Lo SBIR, introdotto nel 1982 nell’ambito del sistema federale statunitense di sostegno all’innovazione e allo sviluppo delle piccole e medie imprese, ha finanziato migliaia di PMI, con significativi risultati in termini di crescita basata sullo sviluppo di nuove tecnologie. Gli americani lo hanno definito «un ponte» tra la ricerca di base, da cui nascono nuove idee, e la ricerca applicata, che determina l’innovazione (solo se le idee concepite nell’ambito della ricerca di base sono effettivamente «trasferite » al settore privato, possono diventare innovazione). Con un adeguato sostegno pubblico, quale quello configurato dallo SBIR americano, l’innovazione può essere incorporata da prodotti e servizi «di mercato» in grado di guidare un equilibrato processo di crescita delle PMI e dell’intero sistema economico.

Naturalmente, dire che l’intervento verso le PMI debba favorire la fase di sviluppo dell’idea non significa che non si dovrebbe favorire anche la fase della ricerca. A questo proposito, un’esperienza spontanea da favorire sembra essere quella dei consorzi di ricerca fra imprese. Questi consorzi si sono creati in alcune aree del nord, fungendo da interlocutorecommittente per programmi di ricerca da svilupparsi poi presso altre strutture, anche pubbliche. L’esperienza aneddotica dimostra l’efficacia di questi consorzi sia nel promuovere la ricerca che nell’ottenere risultati trasferibili alle imprese. A questo proposito, quindi, sarebbe necessario trovare forme di incentivi per la promozione di questi consorzi.

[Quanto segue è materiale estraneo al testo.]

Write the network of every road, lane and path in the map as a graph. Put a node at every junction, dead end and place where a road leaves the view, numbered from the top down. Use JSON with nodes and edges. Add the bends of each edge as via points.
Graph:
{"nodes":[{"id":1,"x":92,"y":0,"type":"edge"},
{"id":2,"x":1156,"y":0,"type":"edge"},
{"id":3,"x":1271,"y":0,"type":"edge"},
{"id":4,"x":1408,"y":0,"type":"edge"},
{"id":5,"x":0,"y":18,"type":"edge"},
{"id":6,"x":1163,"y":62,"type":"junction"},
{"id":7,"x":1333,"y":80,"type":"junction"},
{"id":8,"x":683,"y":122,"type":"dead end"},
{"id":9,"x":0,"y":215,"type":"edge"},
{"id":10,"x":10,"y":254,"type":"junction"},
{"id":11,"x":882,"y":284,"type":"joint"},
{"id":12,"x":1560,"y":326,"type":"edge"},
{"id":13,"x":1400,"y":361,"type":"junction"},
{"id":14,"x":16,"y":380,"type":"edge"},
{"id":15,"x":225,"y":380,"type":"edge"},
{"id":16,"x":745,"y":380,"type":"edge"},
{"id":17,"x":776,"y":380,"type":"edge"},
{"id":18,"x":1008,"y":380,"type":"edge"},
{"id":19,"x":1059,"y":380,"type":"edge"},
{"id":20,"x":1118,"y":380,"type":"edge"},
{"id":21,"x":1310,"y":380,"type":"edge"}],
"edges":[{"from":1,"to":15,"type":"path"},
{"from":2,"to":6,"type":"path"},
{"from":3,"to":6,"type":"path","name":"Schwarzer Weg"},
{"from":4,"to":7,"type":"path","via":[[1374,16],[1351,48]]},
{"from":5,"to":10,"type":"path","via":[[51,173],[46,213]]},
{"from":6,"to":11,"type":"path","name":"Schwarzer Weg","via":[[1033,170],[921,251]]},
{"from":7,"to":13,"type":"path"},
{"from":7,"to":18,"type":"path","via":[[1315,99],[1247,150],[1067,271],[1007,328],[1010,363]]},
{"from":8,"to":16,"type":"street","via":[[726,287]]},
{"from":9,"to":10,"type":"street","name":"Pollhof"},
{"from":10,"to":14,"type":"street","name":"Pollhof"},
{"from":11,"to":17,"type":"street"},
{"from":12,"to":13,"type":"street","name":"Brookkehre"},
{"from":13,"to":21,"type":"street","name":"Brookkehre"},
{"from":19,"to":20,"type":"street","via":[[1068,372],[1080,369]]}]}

Possiamo concludere questa riflessione dicendo che le recenti esperienze e ricerche dimostrano che qualsiasi politica per l’innovazione deve procedere avendo a mente che il sistema industriale è composto da due parti, PMI e grandi imprese, e che una politica che voglia favorirne lo sviluppo deve, necessariamente, tenere conto delle rispettive peculiarità.

 

 

Bibliografia

1 G. Foresti, Specializzazione produttiva e struttura dimensionale delle imprese: come spiegare la limitata attività di ricerca dell’industria italiana, Centro Studi Confindustria Working Paper 32, 2002.

2 R&S, Multinationals: financial aggregates (274 companies). 2002 edition, Milano 2003.

3 P. A. David e altri, Is public R&D a complement or a substitute for private R&S?, NBER WP 73737, 1999.

4 L. Gallino, La scomparsa dell’Italia industriale, Einaudi, Torino 2003.

5 Una delle determinanti fondamentali del successo dei grandi progetti americani è il Bayh-Dole Act, che permette ai partecipanti alla ricerca di sfruttare in proprio i brevetti ottenuti, facilitando così il trasferimento dei risultati.